L’Assemblea nazionale ha adottato l’11 novembre 2025, in procedura d’urgenza, con 48 voti a favore e uno contro, la Legge sul diritto al bonus invernale e sulla riforma della determinazione della base imponibile considerando i costi forfettari (ZPZR) (EPA 2496-IX). Con ciò è stato introdotto nell’ordinamento sloveno un nuovo obbligo permanente in materia di diritto del lavoro per tutti i datori di lavoro, nonostante la forte opposizione e il blocco del dialogo sociale da parte delle principali organizzazioni datoriali. La legge introduce l’obbligo di erogare un’indennità, spesso chiamata anche “tredicesima natalizia”, che fino a un certo importo sarà esente da imposte e contributi.

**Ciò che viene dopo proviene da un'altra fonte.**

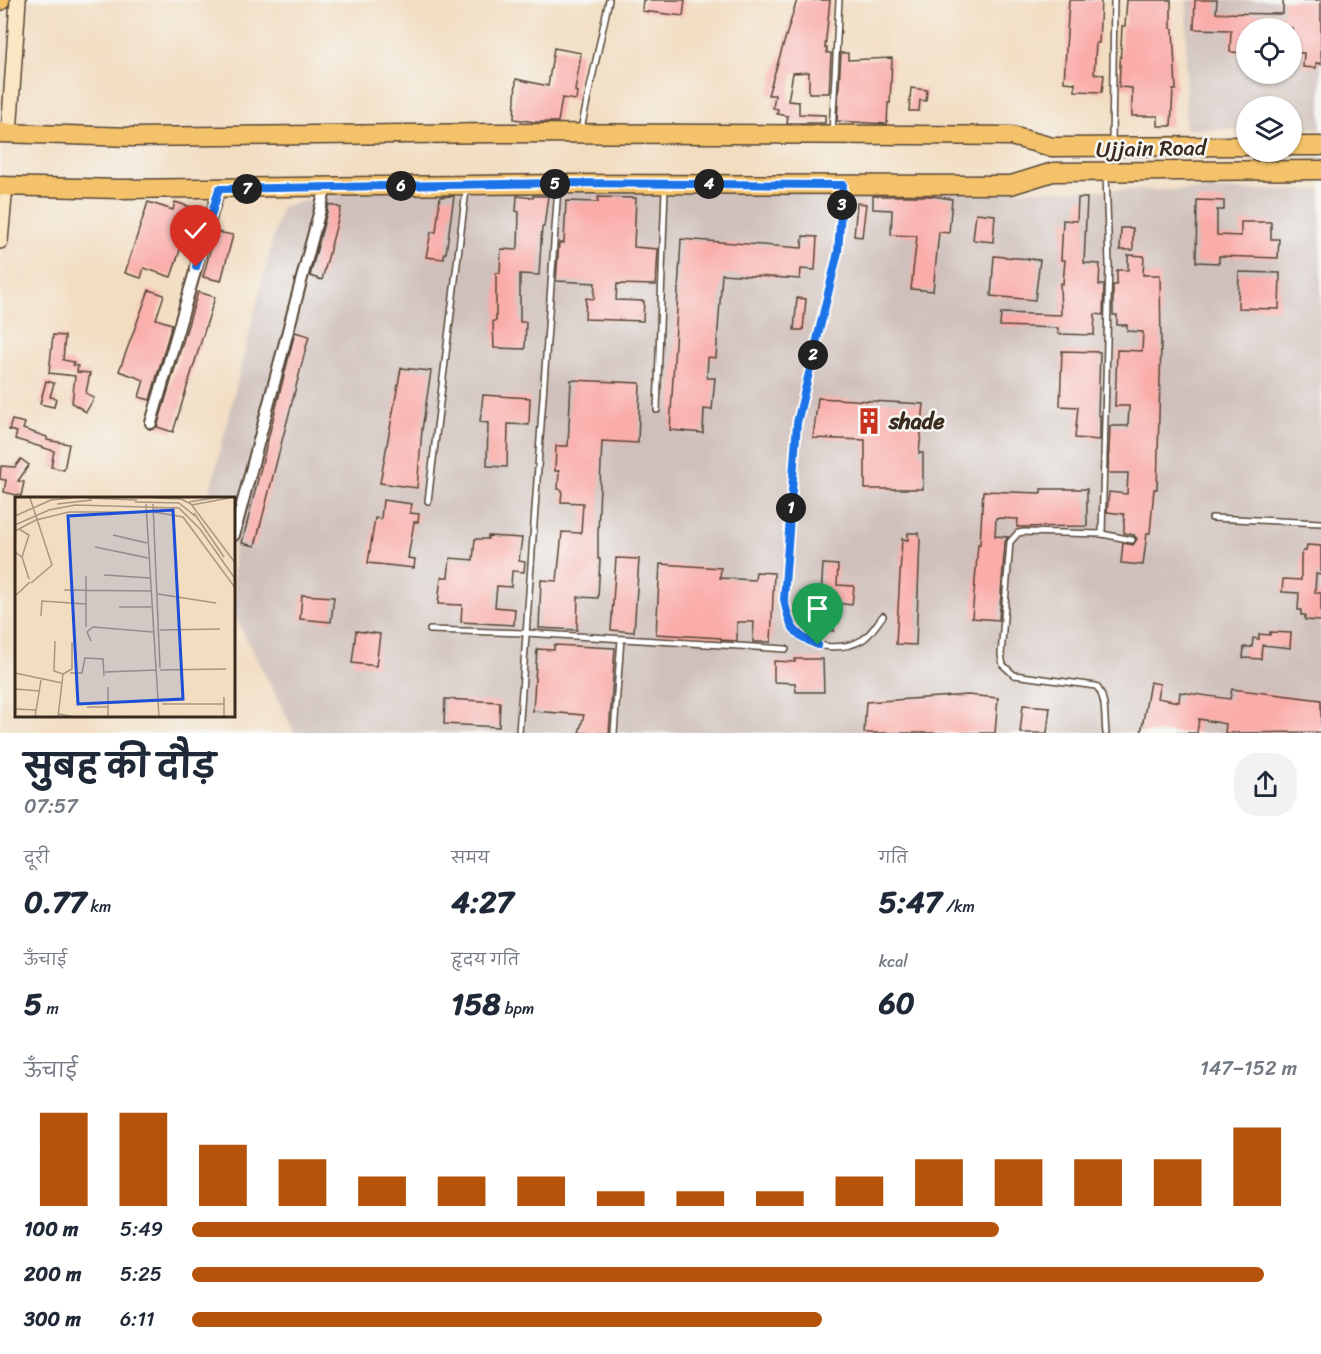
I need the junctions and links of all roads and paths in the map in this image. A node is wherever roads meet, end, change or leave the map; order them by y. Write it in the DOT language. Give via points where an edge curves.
graph roads {
  1 [pos="18,0"];
  2 [pos="609,0"];
  3 [pos="839,0"];
  4 [pos="1114,0"];
  5 [pos="4,134"];
  6 [pos="580,134"];
  7 [pos="832,134"];
  8 [pos="1236,146"];
  9 [pos="1302,146"];
  10 [pos="1321,146"];
  11 [pos="1112,147"];
  12 [pos="1321,170"];
  13 [pos="1106,172"];
  14 [pos="558,183"];
  15 [pos="665,184"];
  16 [pos="466,185"];
  17 [pos="843,185"];
  18 [pos="2,186"];
  19 [pos="326,187"];
  20 [pos="219,189"];
  21 [pos="0,241"];
  22 [pos="657,410"];
  23 [pos="151,423"];
  24 [pos="428,501"];
  25 [pos="1212,519"];
  26 [pos="1321,523"];
  27 [pos="236,527"];
  28 [pos="1102,534"];
  29 [pos="1132,540"];
  30 [pos="883,616"];
  31 [pos="430,630"];
  32 [pos="525,633"];
  33 [pos="621,639"];
  34 [pos="786,649"];
  35 [pos="519,733"];
  36 [pos="614,733"];
  37 [pos="1106,733"];
  1 -- 5 [label="street"];
  2 -- 6 [label="lane"];
  3 -- 7 [label="lane"];
  4 -- 11 [label="lane"];
  5 -- 6 [label="main road, Ujjain Road"];
  6 -- 7 [label="main road, Ujjain Road"];
  7 -- 11 [label="main road, Ujjain Road" via="1011,136 1052,147"];
  8 -- 11 [label="main road, Ujjain Road"];
  9 -- 10 [label="main road"];
  12 -- 13 [label="main road, Ujjain Road"];
  13 -- 17 [label="main road, Ujjain Road" via="1053,172 1011,185"];
  13 -- 28 [label="lane" via="1109,265"];
  14 -- 15 [label="main road, Ujjain Road"];
  14 -- 16 [label="main road, Ujjain Road"];
  14 -- 32 [label="lane"];
  15 -- 17 [label="main road, Ujjain Road"];
  15 -- 22 [label="lane"];
  16 -- 19 [label="main road, Ujjain Road"];
  16 -- 24 [label="lane"];
  17 -- 30 [label="lane" via="838,252 797,423 784,599 794,632 818,645 849,645 863,640"];
  18 -- 20 [label="main road, Ujjain Road"];
  18 -- 21 [label="street"];
  19 -- 20 [label="main road, Ujjain Road"];
  19 -- 27 [label="street"];
  20 -- 23 [label="street"];
  25 -- 26 [label="lane"];
  28 -- 29 [label="lane"];
  28 -- 37 [label="lane" via="1024,532 1013,536 1001,655 1003,665 1014,675 1096,686 1103,699"];
  31 -- 32 [label="lane"];
  32 -- 33 [label="lane"];
  32 -- 35 [label="lane"];
  33 -- 34 [label="lane"];
  33 -- 36 [label="lane"];
}
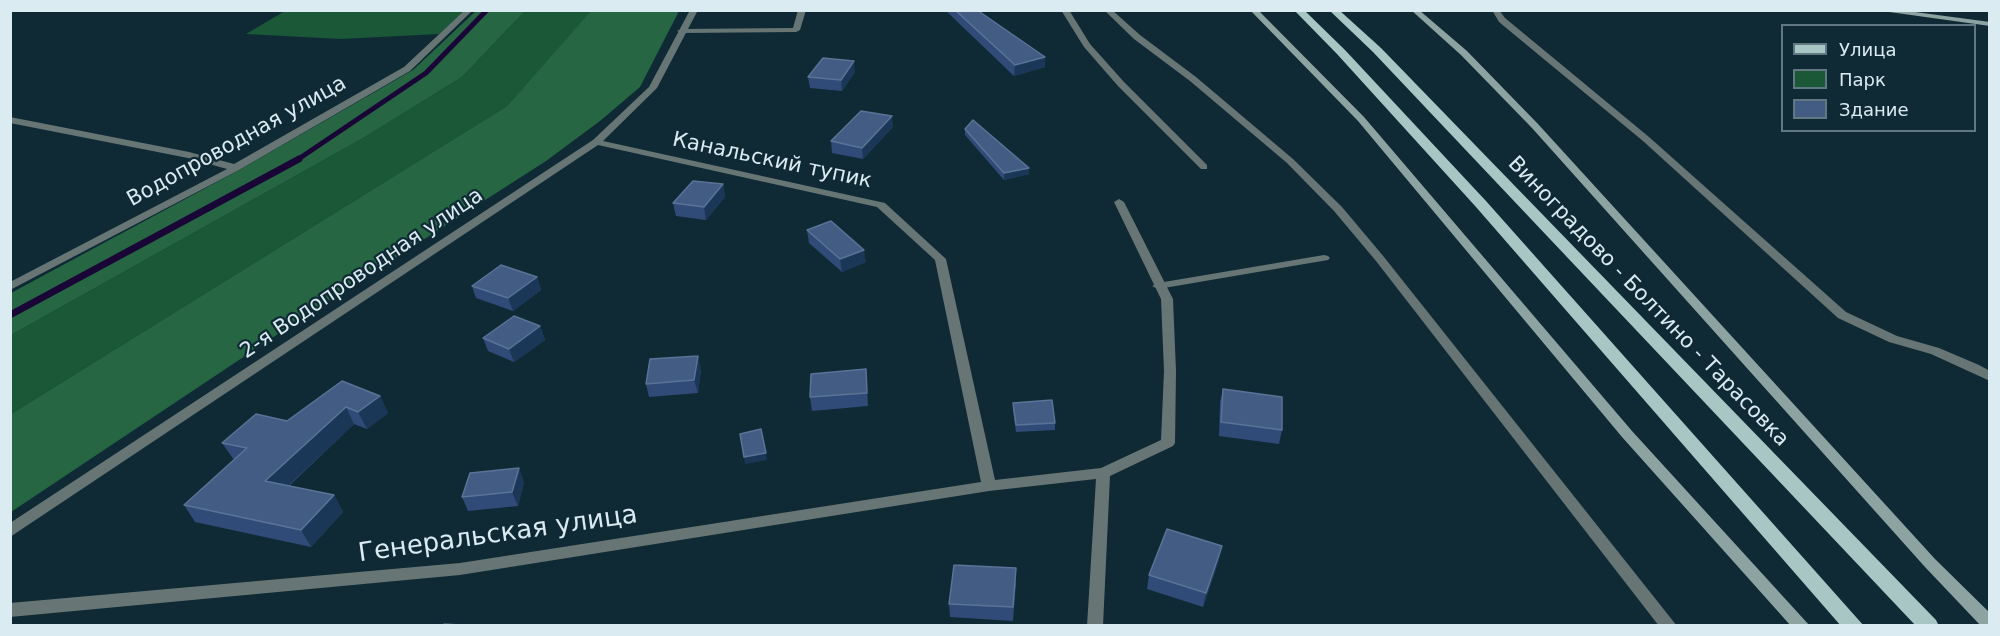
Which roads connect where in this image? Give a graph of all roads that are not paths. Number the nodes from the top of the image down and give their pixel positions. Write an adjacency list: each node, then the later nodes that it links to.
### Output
1 (470, 10): 17 (street, Водопроводная улица)
2 (694, 10): 13 (street, 2-я Водопроводная улица)
3 (802, 10): 13 (street)
4 (1065, 10): 16 (street)
5 (1107, 10): 29 (street)
6 (1253, 10): 30 (street)
7 (1298, 10): 31 (main road)
8 (1333, 10): 32 (main road, Виноградово - Болтино - Тарасовка)
9 (1414, 10): 27 (street)
10 (1495, 10): 22 (street)
11 (1878, 10): 12 (street)
12 (1989, 24)
13 (681, 32): 15 (street, 2-я Водопроводная улица)
14 (10, 120): 17 (street)
15 (596, 142): 24 (street, Канальский тупик); 25 (street, 2-я Водопроводная улица)
16 (1204, 167)
17 (236, 168): 21 (street, Водопроводная улица)
18 (1119, 202): 20 (street)
19 (1324, 258): 20 (street)
20 (1158, 286): 23 (street, Генеральская улица)
21 (10, 287)
22 (1989, 377)
23 (1103, 473): 24 (street, Генеральская улица); 28 (street)
24 (989, 486): 26 (street, Генеральская улица)
25 (10, 531)
26 (10, 610)
27 (1989, 624)
28 (1095, 626)
29 (1669, 626)
30 (1802, 626)
31 (1854, 626)
32 (1929, 626)

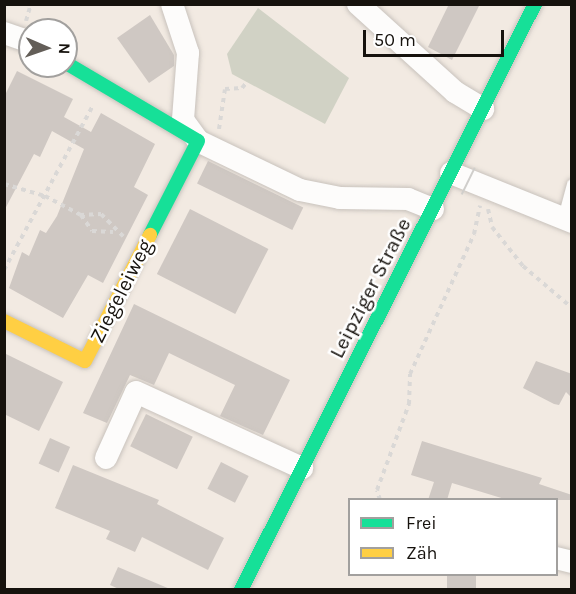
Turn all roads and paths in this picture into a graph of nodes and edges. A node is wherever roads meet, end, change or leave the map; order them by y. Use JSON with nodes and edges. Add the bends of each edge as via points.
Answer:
{"nodes":[{"id":1,"x":172,"y":4,"type":"edge"},
{"id":2,"x":358,"y":4,"type":"edge"},
{"id":3,"x":535,"y":4,"type":"edge"},
{"id":4,"x":78,"y":70,"type":"edge"},
{"id":5,"x":247,"y":82,"type":"dead end"},
{"id":6,"x":103,"y":85,"type":"junction"},
{"id":7,"x":183,"y":97,"type":"junction"},
{"id":8,"x":138,"y":106,"type":"junction"},
{"id":9,"x":483,"y":109,"type":"junction"},
{"id":10,"x":206,"y":146,"type":"junction"},
{"id":11,"x":451,"y":173,"type":"junction"},
{"id":12,"x":4,"y":184,"type":"edge"},
{"id":13,"x":572,"y":184,"type":"edge"},
{"id":14,"x":484,"y":187,"type":"junction"},
{"id":15,"x":45,"y":196,"type":"junction"},
{"id":16,"x":433,"y":209,"type":"junction"},
{"id":17,"x":81,"y":214,"type":"junction"},
{"id":18,"x":567,"y":220,"type":"edge"},
{"id":19,"x":114,"y":232,"type":"junction"},
{"id":20,"x":143,"y":247,"type":"junction"},
{"id":21,"x":4,"y":270,"type":"edge"},
{"id":22,"x":572,"y":308,"type":"edge"},
{"id":23,"x":4,"y":321,"type":"edge"},
{"id":24,"x":106,"y":458,"type":"dead end"},
{"id":25,"x":302,"y":468,"type":"junction"},
{"id":26,"x":379,"y":498,"type":"edge"},
{"id":27,"x":241,"y":590,"type":"edge"}],
"edges":[{"from":1,"to":7,"type":"street","via":[[188,53]]},
{"from":2,"to":9,"type":"street","via":[[455,92]]},
{"from":3,"to":9,"type":"street","name":"Leipziger Straße"},
{"from":4,"to":6,"type":"street"},
{"from":5,"to":10,"type":"path","via":[[242,88],[225,89]]},
{"from":6,"to":8,"type":"street"},
{"from":6,"to":15,"type":"path"},
{"from":7,"to":8,"type":"street"},
{"from":7,"to":10,"type":"street","via":[[183,120]]},
{"from":8,"to":10,"type":"street"},
{"from":9,"to":11,"type":"street","name":"Leipziger Straße"},
{"from":10,"to":16,"type":"street","via":[[300,190],[340,198],[408,199]]},
{"from":10,"to":20,"type":"street","name":"Ziegeleiweg"},
{"from":11,"to":14,"type":"street"},
{"from":11,"to":16,"type":"street","name":"Leipziger Straße"},
{"from":12,"to":15,"type":"path"},
{"from":13,"to":18,"type":"lane"},
{"from":14,"to":18,"type":"street"},
{"from":14,"to":22,"type":"path","via":[[492,227],[523,266]]},
{"from":14,"to":26,"type":"path","via":[[474,234],[410,374],[409,404],[377,490]]},
{"from":15,"to":17,"type":"path"},
{"from":15,"to":21,"type":"path"},
{"from":16,"to":25,"type":"street","name":"Leipziger Straße"},
{"from":17,"to":19,"type":"path","via":[[101,214]]},
{"from":17,"to":19,"type":"path","via":[[92,231]]},
{"from":19,"to":20,"type":"path"},
{"from":20,"to":23,"type":"street","name":"Ziegeleiweg","via":[[85,361]]},
{"from":24,"to":25,"type":"street","via":[[136,392]]},
{"from":25,"to":27,"type":"street","name":"Leipziger Straße"}]}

La legge adottata stabilisce che tutti i lavoratori aventi diritto alle ferie annuali hanno diritto al bonus invernale, pari alla metà dell’importo del salario minimo. Per il 2025 ciò corrisponde a 638,86 euro. Una disposizione giuridica fondamentale è che tale importo è completamente esente dal pagamento dell’imposta sul reddito e di tutti i contributi di sicurezza sociale. Inoltre, la legge introduce una novità importante per la prassi esecutiva: il bonus invernale percepito è completamente escluso da qualsiasi forma di esecuzione e non rientra nella massa fallimentare. Il termine generale di pagamento è fissato al più tardi 18 giorni dopo la scadenza del termine per il pagamento dello stipendio di novembre, il che in pratica significa intorno al 18 dicembre. La legge mantiene comunque la possibilità che il datore di lavoro, in caso di motivati problemi di liquidità e se previsto dal contratto collettivo di settore, possa rinviare il pagamento, ma non oltre il 31 marzo dell’anno successivo.
Impatto pratico:
La legge è stata adottata e attende la pubblicazione nella Gazzetta ufficiale della RS, il che significa che l’obbligo per i datori di lavoro entra in vigore immediatamente. I datori di lavoro devono pertanto assicurare tempestivamente le risorse di liquidità per il pagamento. È prevista una disposizione transitoria speciale per il 2025: i datori di lavoro che, a causa di problemi di liquidità, non possono versare l’intero importo possono quest’anno pagare almeno un quarto (circa 160 euro) entro il 18 dicembre 2025 e il resto entro il 31 marzo 2026, anche qualora fossero ancora illiquidi. I giuristi d’impresa e gli avvocati dovranno verificare per gli anni successivi se i contratti collettivi di settore dei loro clienti consentono effettivamente un rinvio generale del pagamento in caso di illiquidità.